2014年3月9日日曜日

SECCON 2013 CTF 全国大会 write up [Pisa]

3月1~2日に開催されたSECCON 2013 CTF 全国大会に参加してきました。
大阪予選では惨敗でしたが、10人のチームメイトのおかげでオンライン予選を突破し、事務局からは交通費の補助まで頂き、ありがたく参加させて頂きました。
この場を借りて、チームメイトの皆さん、運営事務局の皆さん、スポンサーの皆さんにお礼申し上げます。


結果ですが、私たちのチーム「Ganbare Tigers Jr」は、エントリ順番:14、1日目終了時の順位:14、最終順位:14、と、抜群の?安定感でした。運営twitterによると、瞬間最高順位は12位だった様です。

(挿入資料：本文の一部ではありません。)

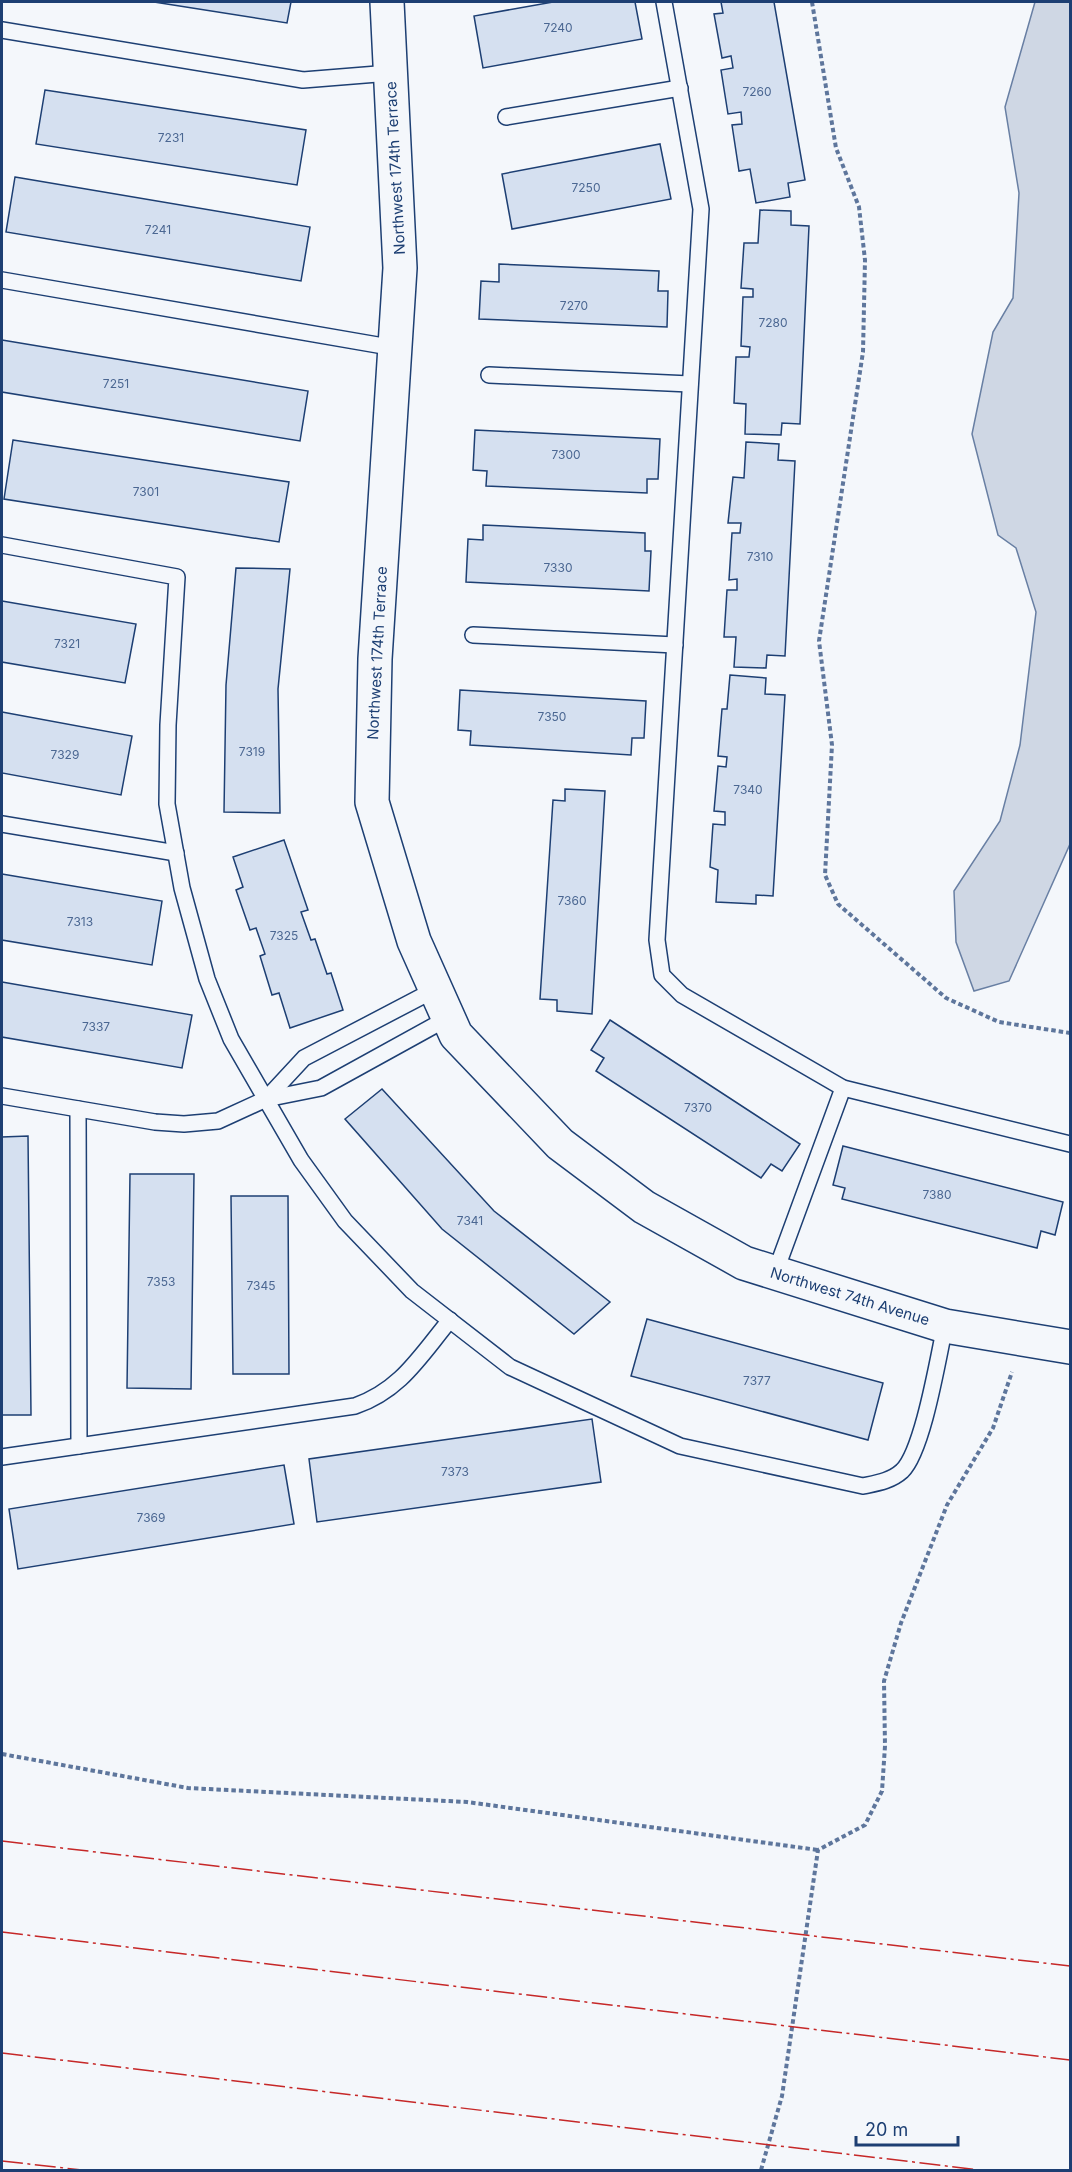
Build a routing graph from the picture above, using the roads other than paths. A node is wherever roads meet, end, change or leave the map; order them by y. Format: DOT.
graph roads {
  1 [pos="387,2"];
  2 [pos="664,2"];
  3 [pos="2,30"];
  4 [pos="390,73"];
  5 [pos="680,88"];
  6 [pos="506,117"];
  7 [pos="2,280"];
  8 [pos="394,348"];
  9 [pos="489,375"];
  10 [pos="690,384"];
  11 [pos="2,545"];
  12 [pos="473,635"];
  13 [pos="675,645"];
  14 [pos="2,824"];
  15 [pos="176,853"];
  16 [pos="442,1004"];
  17 [pos="843,1088"];
  18 [pos="2,1096"];
  19 [pos="266,1099"];
  20 [pos="78,1109"];
  21 [pos="1071,1144"];
  22 [pos="644,1207"];
  23 [pos="775,1273"];
  24 [pos="450,1320"];
  25 [pos="945,1326"];
  26 [pos="1071,1347"];
  27 [pos="79,1446"];
  28 [pos="2,1457"];
  1 -- 4 [label="street, Northwest 174th Terrace"];
  2 -- 5 [label="lane"];
  3 -- 4 [label="lane"];
  4 -- 8 [label="street, Northwest 174th Terrace"];
  5 -- 6 [label="lane"];
  5 -- 10 [label="lane"];
  7 -- 8 [label="lane"];
  8 -- 16 [label="street, Northwest 174th Terrace"];
  9 -- 10 [label="lane"];
  10 -- 13 [label="lane"];
  11 -- 15 [label="lane"];
  12 -- 13 [label="lane"];
  13 -- 17 [label="lane"];
  14 -- 15 [label="lane"];
  15 -- 19 [label="lane"];
  16 -- 19 [label="lane"];
  16 -- 19 [label="lane"];
  16 -- 22 [label="street, Northwest 174th Terrace"];
  17 -- 21 [label="lane"];
  17 -- 23 [label="lane"];
  18 -- 20 [label="lane"];
  19 -- 20 [label="lane"];
  19 -- 24 [label="lane"];
  20 -- 27 [label="lane"];
  22 -- 23 [label="street, Northwest 74th Avenue"];
  23 -- 25 [label="street, Northwest 74th Avenue"];
  24 -- 25 [label="lane"];
  24 -- 27 [label="lane"];
  25 -- 26 [label="street, Northwest 74th Avenue"];
  27 -- 28 [label="lane"];
}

チームで回答できた問題について、write upを載せていきます。


[Pisa]

問題
http://pisa.tower/sec_bbs/

新規登録やログインのリンクがありました。
まずは新規登録に進み、ID/PassとCaptchaを入れて登録完了。

登録完了の画面(か、その次の画面)のResponseに、
key: KEY{YuNbUllbB}
が含まれていた。

これが1つ目のフラグ。
開始直後の数分?で得点していたチームがあったが、これを見つけていた模様。
http://akiym.hateblo.jp/entry/2014/03/04/172235

さて登録したID/Passでログインすると、画面がリダイレクトされてる様な挙動でした。
Burp Suiteをproxyにして順を追って確認していくと、良くある掲示板の画面が出てきた。
ここで、件名、本文、Captchaを入れると、書き込むことができた。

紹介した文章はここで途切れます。